Stored data:
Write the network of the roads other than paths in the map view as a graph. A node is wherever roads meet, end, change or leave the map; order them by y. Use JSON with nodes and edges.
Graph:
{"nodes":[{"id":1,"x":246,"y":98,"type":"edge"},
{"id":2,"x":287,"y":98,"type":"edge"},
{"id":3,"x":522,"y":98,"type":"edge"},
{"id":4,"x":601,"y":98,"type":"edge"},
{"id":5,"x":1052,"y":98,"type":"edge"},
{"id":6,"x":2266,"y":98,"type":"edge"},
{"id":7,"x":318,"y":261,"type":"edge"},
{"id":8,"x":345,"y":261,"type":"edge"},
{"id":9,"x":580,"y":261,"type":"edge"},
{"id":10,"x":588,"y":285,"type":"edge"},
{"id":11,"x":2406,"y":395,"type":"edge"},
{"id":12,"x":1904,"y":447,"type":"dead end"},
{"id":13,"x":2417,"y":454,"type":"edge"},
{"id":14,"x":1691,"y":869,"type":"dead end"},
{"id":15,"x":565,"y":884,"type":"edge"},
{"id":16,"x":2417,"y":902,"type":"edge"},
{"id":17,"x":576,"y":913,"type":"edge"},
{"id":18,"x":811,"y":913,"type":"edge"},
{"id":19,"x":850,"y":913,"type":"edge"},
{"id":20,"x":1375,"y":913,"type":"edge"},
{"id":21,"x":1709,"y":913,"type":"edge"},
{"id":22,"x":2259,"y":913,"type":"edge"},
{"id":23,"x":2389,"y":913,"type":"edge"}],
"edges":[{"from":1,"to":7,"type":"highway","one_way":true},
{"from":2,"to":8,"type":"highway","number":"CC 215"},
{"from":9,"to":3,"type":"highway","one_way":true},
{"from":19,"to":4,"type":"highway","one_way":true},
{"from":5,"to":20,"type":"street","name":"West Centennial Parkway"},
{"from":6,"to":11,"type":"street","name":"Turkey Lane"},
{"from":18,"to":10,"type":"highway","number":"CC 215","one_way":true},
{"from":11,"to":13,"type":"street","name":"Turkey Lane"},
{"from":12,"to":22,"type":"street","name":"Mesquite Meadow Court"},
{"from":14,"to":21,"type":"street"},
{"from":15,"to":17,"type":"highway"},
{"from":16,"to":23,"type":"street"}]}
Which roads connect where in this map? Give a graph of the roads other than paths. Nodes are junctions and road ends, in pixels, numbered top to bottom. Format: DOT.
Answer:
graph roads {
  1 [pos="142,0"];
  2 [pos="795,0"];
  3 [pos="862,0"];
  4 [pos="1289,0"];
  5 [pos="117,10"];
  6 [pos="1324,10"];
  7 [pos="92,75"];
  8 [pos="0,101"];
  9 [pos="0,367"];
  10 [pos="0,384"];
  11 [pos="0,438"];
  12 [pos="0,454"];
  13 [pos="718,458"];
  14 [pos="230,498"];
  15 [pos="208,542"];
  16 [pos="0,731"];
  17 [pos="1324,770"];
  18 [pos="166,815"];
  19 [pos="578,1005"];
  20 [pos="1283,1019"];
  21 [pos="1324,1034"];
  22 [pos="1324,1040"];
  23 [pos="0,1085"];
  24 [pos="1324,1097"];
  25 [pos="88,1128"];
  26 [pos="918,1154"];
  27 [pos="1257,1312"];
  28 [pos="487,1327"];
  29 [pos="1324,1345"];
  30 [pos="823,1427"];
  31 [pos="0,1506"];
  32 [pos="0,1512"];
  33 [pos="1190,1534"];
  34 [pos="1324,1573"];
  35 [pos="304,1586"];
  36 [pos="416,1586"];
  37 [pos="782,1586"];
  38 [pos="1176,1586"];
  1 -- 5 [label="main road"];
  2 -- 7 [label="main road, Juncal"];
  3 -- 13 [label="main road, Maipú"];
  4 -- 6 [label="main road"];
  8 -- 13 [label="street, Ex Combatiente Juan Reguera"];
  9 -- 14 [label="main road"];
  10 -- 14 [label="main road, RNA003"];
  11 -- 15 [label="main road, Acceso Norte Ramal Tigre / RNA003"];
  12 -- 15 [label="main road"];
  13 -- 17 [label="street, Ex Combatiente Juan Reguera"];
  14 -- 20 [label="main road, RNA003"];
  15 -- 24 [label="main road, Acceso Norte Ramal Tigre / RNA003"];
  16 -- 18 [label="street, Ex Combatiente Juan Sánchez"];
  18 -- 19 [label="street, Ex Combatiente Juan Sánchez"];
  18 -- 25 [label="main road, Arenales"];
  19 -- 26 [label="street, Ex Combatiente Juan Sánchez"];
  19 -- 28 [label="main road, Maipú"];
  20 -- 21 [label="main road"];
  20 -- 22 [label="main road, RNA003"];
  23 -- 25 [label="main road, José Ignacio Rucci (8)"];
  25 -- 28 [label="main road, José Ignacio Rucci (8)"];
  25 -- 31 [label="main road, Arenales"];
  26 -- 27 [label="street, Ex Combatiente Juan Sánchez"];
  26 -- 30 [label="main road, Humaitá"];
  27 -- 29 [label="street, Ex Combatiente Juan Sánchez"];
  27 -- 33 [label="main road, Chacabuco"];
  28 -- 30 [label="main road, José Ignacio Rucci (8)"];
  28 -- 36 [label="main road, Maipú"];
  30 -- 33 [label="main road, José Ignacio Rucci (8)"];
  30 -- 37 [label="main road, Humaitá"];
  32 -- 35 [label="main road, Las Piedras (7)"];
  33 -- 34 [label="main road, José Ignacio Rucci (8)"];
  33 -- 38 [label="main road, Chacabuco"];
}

What is needed:
Return all of the lines above exactly, with none omitted.

Response area:
Write the network of the roads other than paths in the map view as a graph. A node is wherever roads meet, end, change or leave the map; order them by y. Use JSON with nodes and edges.
Graph:
{"nodes":[{"id":1,"x":246,"y":98,"type":"edge"},
{"id":2,"x":287,"y":98,"type":"edge"},
{"id":3,"x":522,"y":98,"type":"edge"},
{"id":4,"x":601,"y":98,"type":"edge"},
{"id":5,"x":1052,"y":98,"type":"edge"},
{"id":6,"x":2266,"y":98,"type":"edge"},
{"id":7,"x":318,"y":261,"type":"edge"},
{"id":8,"x":345,"y":261,"type":"edge"},
{"id":9,"x":580,"y":261,"type":"edge"},
{"id":10,"x":588,"y":285,"type":"edge"},
{"id":11,"x":2406,"y":395,"type":"edge"},
{"id":12,"x":1904,"y":447,"type":"dead end"},
{"id":13,"x":2417,"y":454,"type":"edge"},
{"id":14,"x":1691,"y":869,"type":"dead end"},
{"id":15,"x":565,"y":884,"type":"edge"},
{"id":16,"x":2417,"y":902,"type":"edge"},
{"id":17,"x":576,"y":913,"type":"edge"},
{"id":18,"x":811,"y":913,"type":"edge"},
{"id":19,"x":850,"y":913,"type":"edge"},
{"id":20,"x":1375,"y":913,"type":"edge"},
{"id":21,"x":1709,"y":913,"type":"edge"},
{"id":22,"x":2259,"y":913,"type":"edge"},
{"id":23,"x":2389,"y":913,"type":"edge"}],
"edges":[{"from":1,"to":7,"type":"highway","one_way":true},
{"from":2,"to":8,"type":"highway","number":"CC 215"},
{"from":9,"to":3,"type":"highway","one_way":true},
{"from":19,"to":4,"type":"highway","one_way":true},
{"from":5,"to":20,"type":"street","name":"West Centennial Parkway"},
{"from":6,"to":11,"type":"street","name":"Turkey Lane"},
{"from":18,"to":10,"type":"highway","number":"CC 215","one_way":true},
{"from":11,"to":13,"type":"street","name":"Turkey Lane"},
{"from":12,"to":22,"type":"street","name":"Mesquite Meadow Court"},
{"from":14,"to":21,"type":"street"},
{"from":15,"to":17,"type":"highway"},
{"from":16,"to":23,"type":"street"}]}
Which roads connect where in this map? Give a graph of the roads other than paths. Nodes are junctions and road ends, in pixels, numbered top to bottom. Format: DOT.
Answer:
graph roads {
  1 [pos="142,0"];
  2 [pos="795,0"];
  3 [pos="862,0"];
  4 [pos="1289,0"];
  5 [pos="117,10"];
  6 [pos="1324,10"];
  7 [pos="92,75"];
  8 [pos="0,101"];
  9 [pos="0,367"];
  10 [pos="0,384"];
  11 [pos="0,438"];
  12 [pos="0,454"];
  13 [pos="718,458"];
  14 [pos="230,498"];
  15 [pos="208,542"];
  16 [pos="0,731"];
  17 [pos="1324,770"];
  18 [pos="166,815"];
  19 [pos="578,1005"];
  20 [pos="1283,1019"];
  21 [pos="1324,1034"];
  22 [pos="1324,1040"];
  23 [pos="0,1085"];
  24 [pos="1324,1097"];
  25 [pos="88,1128"];
  26 [pos="918,1154"];
  27 [pos="1257,1312"];
  28 [pos="487,1327"];
  29 [pos="1324,1345"];
  30 [pos="823,1427"];
  31 [pos="0,1506"];
  32 [pos="0,1512"];
  33 [pos="1190,1534"];
  34 [pos="1324,1573"];
  35 [pos="304,1586"];
  36 [pos="416,1586"];
  37 [pos="782,1586"];
  38 [pos="1176,1586"];
  1 -- 5 [label="main road"];
  2 -- 7 [label="main road, Juncal"];
  3 -- 13 [label="main road, Maipú"];
  4 -- 6 [label="main road"];
  8 -- 13 [label="street, Ex Combatiente Juan Reguera"];
  9 -- 14 [label="main road"];
  10 -- 14 [label="main road, RNA003"];
  11 -- 15 [label="main road, Acceso Norte Ramal Tigre / RNA003"];
  12 -- 15 [label="main road"];
  13 -- 17 [label="street, Ex Combatiente Juan Reguera"];
  14 -- 20 [label="main road, RNA003"];
  15 -- 24 [label="main road, Acceso Norte Ramal Tigre / RNA003"];
  16 -- 18 [label="street, Ex Combatiente Juan Sánchez"];
  18 -- 19 [label="street, Ex Combatiente Juan Sánchez"];
  18 -- 25 [label="main road, Arenales"];
  19 -- 26 [label="street, Ex Combatiente Juan Sánchez"];
  19 -- 28 [label="main road, Maipú"];
  20 -- 21 [label="main road"];
  20 -- 22 [label="main road, RNA003"];
  23 -- 25 [label="main road, José Ignacio Rucci (8)"];
  25 -- 28 [label="main road, José Ignacio Rucci (8)"];
  25 -- 31 [label="main road, Arenales"];
  26 -- 27 [label="street, Ex Combatiente Juan Sánchez"];
  26 -- 30 [label="main road, Humaitá"];
  27 -- 29 [label="street, Ex Combatiente Juan Sánchez"];
  27 -- 33 [label="main road, Chacabuco"];
  28 -- 30 [label="main road, José Ignacio Rucci (8)"];
  28 -- 36 [label="main road, Maipú"];
  30 -- 33 [label="main road, José Ignacio Rucci (8)"];
  30 -- 37 [label="main road, Humaitá"];
  32 -- 35 [label="main road, Las Piedras (7)"];
  33 -- 34 [label="main road, José Ignacio Rucci (8)"];
  33 -- 38 [label="main road, Chacabuco"];
}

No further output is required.